Material provided section start

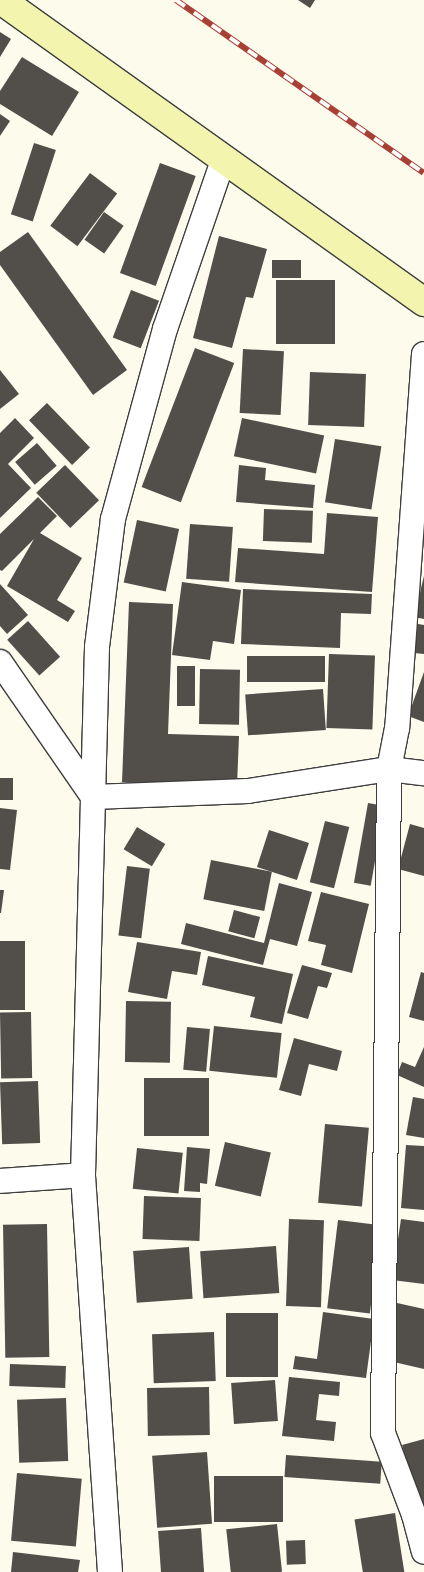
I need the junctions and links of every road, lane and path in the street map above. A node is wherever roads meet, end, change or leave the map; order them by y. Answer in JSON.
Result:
{"nodes":[{"id":1,"x":1,"y":0,"type":"edge"},
{"id":2,"x":223,"y":161,"type":"junction"},
{"id":3,"x":424,"y":302,"type":"edge"},
{"id":4,"x":424,"y":354,"type":"edge"},
{"id":5,"x":0,"y":662,"type":"edge"},
{"id":6,"x":389,"y":769,"type":"junction"},
{"id":7,"x":424,"y":773,"type":"edge"},
{"id":8,"x":93,"y":797,"type":"junction"},
{"id":9,"x":83,"y":1175,"type":"junction"},
{"id":10,"x":0,"y":1181,"type":"edge"},
{"id":11,"x":424,"y":1552,"type":"edge"},
{"id":12,"x":110,"y":1572,"type":"edge"}],
"edges":[{"from":1,"to":2,"type":"main road"},
{"from":2,"to":3,"type":"main road"},
{"from":2,"to":8,"type":"street"},
{"from":4,"to":6,"type":"street"},
{"from":5,"to":8,"type":"street"},
{"from":6,"to":7,"type":"street"},
{"from":6,"to":8,"type":"street"},
{"from":6,"to":11,"type":"street"},
{"from":8,"to":9,"type":"street"},
{"from":9,"to":10,"type":"street"},
{"from":9,"to":12,"type":"street"}]}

Material provided section end

Each entry above should be printed again word for word, with any picture dropped.

I need the junctions and links of every road, lane and path in the street map above. A node is wherever roads meet, end, change or leave the map; order them by y. Answer in JSON.
Result:
{"nodes":[{"id":1,"x":1,"y":0,"type":"edge"},
{"id":2,"x":223,"y":161,"type":"junction"},
{"id":3,"x":424,"y":302,"type":"edge"},
{"id":4,"x":424,"y":354,"type":"edge"},
{"id":5,"x":0,"y":662,"type":"edge"},
{"id":6,"x":389,"y":769,"type":"junction"},
{"id":7,"x":424,"y":773,"type":"edge"},
{"id":8,"x":93,"y":797,"type":"junction"},
{"id":9,"x":83,"y":1175,"type":"junction"},
{"id":10,"x":0,"y":1181,"type":"edge"},
{"id":11,"x":424,"y":1552,"type":"edge"},
{"id":12,"x":110,"y":1572,"type":"edge"}],
"edges":[{"from":1,"to":2,"type":"main road"},
{"from":2,"to":3,"type":"main road"},
{"from":2,"to":8,"type":"street"},
{"from":4,"to":6,"type":"street"},
{"from":5,"to":8,"type":"street"},
{"from":6,"to":7,"type":"street"},
{"from":6,"to":8,"type":"street"},
{"from":6,"to":11,"type":"street"},
{"from":8,"to":9,"type":"street"},
{"from":9,"to":10,"type":"street"},
{"from":9,"to":12,"type":"street"}]}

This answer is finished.